The association also convenes smaller product firms and game studios, including names that have appeared in its annual reports such as MacPaw and GitLab’s Ukraine-based engineering presence, under the same advocacy umbrella.
Related terms
- Information technology outsourcing (ITO): the broader service category Ukrainian firms compete in.
- Nearshoring: the delivery model that defines Ukraine’s appeal to EU and UK buyers.
- Offshoring: the alternative model for US clients sourcing from Ukraine.
- Knowledge process outsourcing (KPO): adjacent category covering analytics and R&D work.
- Foreign direct investment (FDI): the inflows that scaled Ukraine’s tech delivery footprint.
- Business process outsourcing (BPO): the wider sector adjacent to Ukraine’s IT exports.
- Talent acquisition: the engine behind the association’s lobbying for skilled-worker policy.
FAQ
What does the IT Ukraine Association do?
It represents Ukrainian IT companies in dealings with government, foreign investors, and the public.
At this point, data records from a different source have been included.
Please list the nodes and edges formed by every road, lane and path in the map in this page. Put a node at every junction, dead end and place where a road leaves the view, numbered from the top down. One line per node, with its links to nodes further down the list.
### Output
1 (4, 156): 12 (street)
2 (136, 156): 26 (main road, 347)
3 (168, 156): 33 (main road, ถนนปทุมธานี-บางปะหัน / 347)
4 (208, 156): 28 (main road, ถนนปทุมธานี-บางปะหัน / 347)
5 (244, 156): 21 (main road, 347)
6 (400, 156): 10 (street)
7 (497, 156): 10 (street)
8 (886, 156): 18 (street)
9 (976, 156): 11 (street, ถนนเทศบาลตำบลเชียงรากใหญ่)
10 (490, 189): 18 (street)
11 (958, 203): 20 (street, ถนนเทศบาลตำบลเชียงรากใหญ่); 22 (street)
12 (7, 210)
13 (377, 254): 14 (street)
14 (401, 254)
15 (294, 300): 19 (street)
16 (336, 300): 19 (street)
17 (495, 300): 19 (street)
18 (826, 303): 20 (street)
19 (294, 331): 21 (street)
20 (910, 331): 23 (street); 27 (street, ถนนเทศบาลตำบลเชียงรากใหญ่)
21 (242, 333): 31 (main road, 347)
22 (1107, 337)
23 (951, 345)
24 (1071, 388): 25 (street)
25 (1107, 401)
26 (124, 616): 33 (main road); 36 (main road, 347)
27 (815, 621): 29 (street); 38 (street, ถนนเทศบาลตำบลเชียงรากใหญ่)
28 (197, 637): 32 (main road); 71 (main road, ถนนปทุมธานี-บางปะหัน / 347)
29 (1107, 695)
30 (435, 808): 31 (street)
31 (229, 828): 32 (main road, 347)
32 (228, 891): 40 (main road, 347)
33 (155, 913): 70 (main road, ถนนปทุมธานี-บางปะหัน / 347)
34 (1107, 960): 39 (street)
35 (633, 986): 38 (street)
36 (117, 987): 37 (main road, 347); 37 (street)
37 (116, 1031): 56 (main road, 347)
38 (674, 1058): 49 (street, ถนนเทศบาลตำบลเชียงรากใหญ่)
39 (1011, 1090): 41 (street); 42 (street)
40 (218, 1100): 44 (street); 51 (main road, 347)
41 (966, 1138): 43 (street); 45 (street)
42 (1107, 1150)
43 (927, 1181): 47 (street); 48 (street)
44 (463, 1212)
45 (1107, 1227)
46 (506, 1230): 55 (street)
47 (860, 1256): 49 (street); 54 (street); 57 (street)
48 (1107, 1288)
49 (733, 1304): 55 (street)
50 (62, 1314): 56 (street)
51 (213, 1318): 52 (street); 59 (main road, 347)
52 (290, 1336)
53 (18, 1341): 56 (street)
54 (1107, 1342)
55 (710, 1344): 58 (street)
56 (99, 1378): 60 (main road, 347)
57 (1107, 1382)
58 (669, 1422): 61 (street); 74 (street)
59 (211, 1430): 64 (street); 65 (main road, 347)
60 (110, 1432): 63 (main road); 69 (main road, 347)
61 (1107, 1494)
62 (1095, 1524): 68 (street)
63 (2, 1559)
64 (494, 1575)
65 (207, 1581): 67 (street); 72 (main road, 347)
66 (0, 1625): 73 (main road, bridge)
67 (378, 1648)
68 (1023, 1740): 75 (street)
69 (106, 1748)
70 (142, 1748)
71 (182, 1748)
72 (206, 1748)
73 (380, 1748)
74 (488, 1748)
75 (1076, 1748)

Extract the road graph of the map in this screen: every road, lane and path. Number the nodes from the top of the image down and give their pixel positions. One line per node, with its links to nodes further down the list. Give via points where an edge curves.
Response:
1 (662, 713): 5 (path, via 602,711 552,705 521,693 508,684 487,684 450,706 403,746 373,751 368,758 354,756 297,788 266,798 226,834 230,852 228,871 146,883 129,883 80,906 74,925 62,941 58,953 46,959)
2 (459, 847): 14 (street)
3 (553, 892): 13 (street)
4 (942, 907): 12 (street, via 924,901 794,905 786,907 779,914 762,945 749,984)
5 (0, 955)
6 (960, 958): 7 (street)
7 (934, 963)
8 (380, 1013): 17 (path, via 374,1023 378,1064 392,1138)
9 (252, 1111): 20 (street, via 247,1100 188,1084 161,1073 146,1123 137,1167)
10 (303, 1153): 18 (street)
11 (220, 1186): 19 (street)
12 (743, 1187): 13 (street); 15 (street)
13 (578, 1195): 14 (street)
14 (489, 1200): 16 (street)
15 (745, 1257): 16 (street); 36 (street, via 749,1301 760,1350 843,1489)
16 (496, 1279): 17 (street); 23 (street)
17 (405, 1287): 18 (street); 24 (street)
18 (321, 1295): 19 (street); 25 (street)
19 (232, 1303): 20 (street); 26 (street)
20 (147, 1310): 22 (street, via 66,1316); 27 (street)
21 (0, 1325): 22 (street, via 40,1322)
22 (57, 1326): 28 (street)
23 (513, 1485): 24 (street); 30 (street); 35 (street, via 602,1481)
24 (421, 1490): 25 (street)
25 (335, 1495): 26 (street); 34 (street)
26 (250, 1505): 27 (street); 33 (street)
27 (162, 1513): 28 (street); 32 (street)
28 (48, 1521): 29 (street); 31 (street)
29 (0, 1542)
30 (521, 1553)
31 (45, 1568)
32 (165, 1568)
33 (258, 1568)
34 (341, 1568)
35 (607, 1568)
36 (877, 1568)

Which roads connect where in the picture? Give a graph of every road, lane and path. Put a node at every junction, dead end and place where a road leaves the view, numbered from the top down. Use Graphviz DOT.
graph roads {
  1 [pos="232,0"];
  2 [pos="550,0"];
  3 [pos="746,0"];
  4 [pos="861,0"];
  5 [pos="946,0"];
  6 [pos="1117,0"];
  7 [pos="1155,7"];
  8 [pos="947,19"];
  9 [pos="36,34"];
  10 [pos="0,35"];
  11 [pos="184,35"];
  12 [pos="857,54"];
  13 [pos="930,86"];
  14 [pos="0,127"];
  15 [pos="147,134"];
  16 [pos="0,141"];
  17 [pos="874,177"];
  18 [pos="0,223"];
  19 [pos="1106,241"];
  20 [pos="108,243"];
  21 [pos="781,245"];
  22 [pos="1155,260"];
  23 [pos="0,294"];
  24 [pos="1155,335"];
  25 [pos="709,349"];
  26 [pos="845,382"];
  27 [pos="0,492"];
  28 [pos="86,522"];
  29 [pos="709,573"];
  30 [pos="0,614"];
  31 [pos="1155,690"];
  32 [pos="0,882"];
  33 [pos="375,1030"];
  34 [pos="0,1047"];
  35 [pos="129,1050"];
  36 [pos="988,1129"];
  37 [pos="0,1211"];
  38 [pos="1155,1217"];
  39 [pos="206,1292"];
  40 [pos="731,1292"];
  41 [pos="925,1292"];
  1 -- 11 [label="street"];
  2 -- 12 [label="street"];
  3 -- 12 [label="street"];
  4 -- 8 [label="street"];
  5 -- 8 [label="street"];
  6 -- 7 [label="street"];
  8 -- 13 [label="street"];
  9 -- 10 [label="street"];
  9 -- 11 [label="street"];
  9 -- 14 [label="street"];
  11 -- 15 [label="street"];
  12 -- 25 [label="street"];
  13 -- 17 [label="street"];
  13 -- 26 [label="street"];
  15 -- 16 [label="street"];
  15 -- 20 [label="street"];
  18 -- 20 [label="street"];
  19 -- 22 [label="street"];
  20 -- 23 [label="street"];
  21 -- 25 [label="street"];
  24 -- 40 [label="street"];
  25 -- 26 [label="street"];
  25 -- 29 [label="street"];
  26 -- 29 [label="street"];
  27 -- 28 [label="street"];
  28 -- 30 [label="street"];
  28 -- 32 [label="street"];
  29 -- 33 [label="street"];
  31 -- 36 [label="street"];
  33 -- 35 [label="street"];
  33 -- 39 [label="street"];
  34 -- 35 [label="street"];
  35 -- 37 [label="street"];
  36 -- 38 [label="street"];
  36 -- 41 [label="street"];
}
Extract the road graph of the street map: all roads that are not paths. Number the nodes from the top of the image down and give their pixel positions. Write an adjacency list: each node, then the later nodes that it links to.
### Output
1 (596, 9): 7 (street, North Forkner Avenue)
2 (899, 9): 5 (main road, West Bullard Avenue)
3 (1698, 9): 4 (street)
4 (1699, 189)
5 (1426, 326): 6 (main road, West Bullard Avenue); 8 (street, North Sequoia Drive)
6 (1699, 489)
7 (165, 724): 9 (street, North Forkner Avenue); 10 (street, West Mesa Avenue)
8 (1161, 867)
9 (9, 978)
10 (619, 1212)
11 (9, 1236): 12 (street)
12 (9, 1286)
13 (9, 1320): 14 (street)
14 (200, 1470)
The association lobbies for favourable tax and labour rules, runs legal-support programmes for members, and markets Ukraine as a nearshore software destination.
How many members does the IT Ukraine Association have?
The association represents more than 80,000 IT professionals through its corporate members, according to its published materials. Membership covers software product firms, outsourcing vendors, and global shared-service centres operating in Ukraine.
Is the IT Ukraine Association the same as Diia.City?
No. Diia.City is a special legal and tax regime created by the Ukrainian state for IT companies. The association advocated for its design and helps members enrol, but the two are separate entities: one is a state programme, the other a private trade body.
When was the IT Ukraine Association founded?
The association was founded in 2004 and has grown alongside the country’s IT export sector. Its scope expanded sharply after 2014 and again after February 2022, when wartime continuity and talent retention became central to its mandate.
Who can join the IT Ukraine Association?
Membership is open to legally registered Ukrainian IT companies — product firms, service vendors, and captive delivery centres — that meet the association’s vetting criteria. Applicants submit company documentation and pay a tiered subscription based on size.
How does the association support members during the war?
It runs the Bron’ military-reservation programme for critical engineers, the Relocate platform for staff continuity abroad, and the Є-Support hotline for operational disruptions. It also escalates power, banking, and grant issues directly to the relevant ministries.